* [Task to carry out]:
Give back every entry precisely as written, without any of the images.

* [Material for this task]:
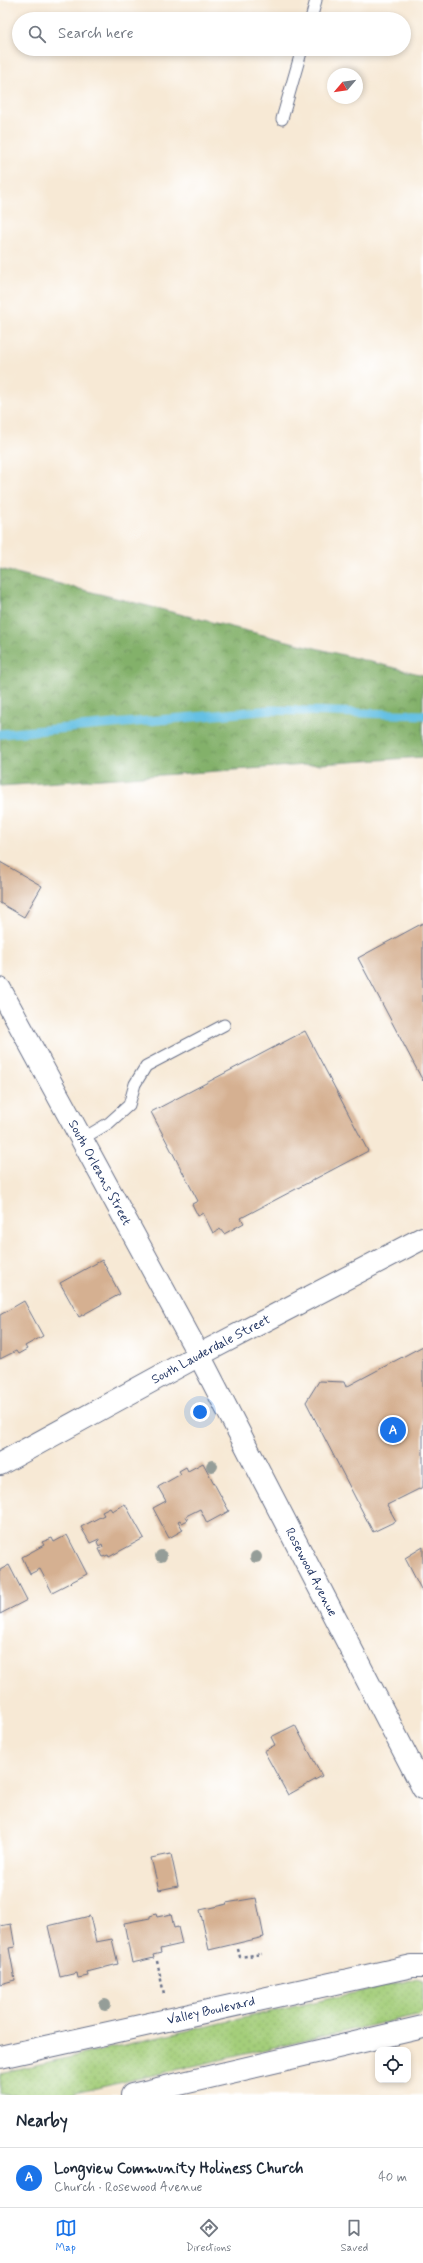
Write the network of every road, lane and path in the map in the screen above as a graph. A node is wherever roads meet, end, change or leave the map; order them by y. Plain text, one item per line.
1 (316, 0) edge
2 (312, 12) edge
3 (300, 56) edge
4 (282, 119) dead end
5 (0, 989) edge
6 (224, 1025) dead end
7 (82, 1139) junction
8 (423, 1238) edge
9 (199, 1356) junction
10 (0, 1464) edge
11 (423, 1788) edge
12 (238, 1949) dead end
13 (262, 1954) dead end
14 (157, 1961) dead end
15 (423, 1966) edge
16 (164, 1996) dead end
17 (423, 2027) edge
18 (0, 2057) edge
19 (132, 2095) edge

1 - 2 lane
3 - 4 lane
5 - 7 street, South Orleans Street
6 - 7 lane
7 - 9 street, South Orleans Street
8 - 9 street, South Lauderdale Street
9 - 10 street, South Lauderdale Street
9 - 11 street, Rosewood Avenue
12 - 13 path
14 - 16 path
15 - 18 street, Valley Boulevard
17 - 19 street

* [Answer to this problem]:
Write the network of every road, lane and path in the map in the screen above as a graph. A node is wherever roads meet, end, change or leave the map; order them by y. Plain text, one item per line.
1 (316, 0) edge
2 (312, 12) edge
3 (300, 56) edge
4 (282, 119) dead end
5 (0, 989) edge
6 (224, 1025) dead end
7 (82, 1139) junction
8 (423, 1238) edge
9 (199, 1356) junction
10 (0, 1464) edge
11 (423, 1788) edge
12 (238, 1949) dead end
13 (262, 1954) dead end
14 (157, 1961) dead end
15 (423, 1966) edge
16 (164, 1996) dead end
17 (423, 2027) edge
18 (0, 2057) edge
19 (132, 2095) edge

1 - 2 lane
3 - 4 lane
5 - 7 street, South Orleans Street
6 - 7 lane
7 - 9 street, South Orleans Street
8 - 9 street, South Lauderdale Street
9 - 10 street, South Lauderdale Street
9 - 11 street, Rosewood Avenue
12 - 13 path
14 - 16 path
15 - 18 street, Valley Boulevard
17 - 19 street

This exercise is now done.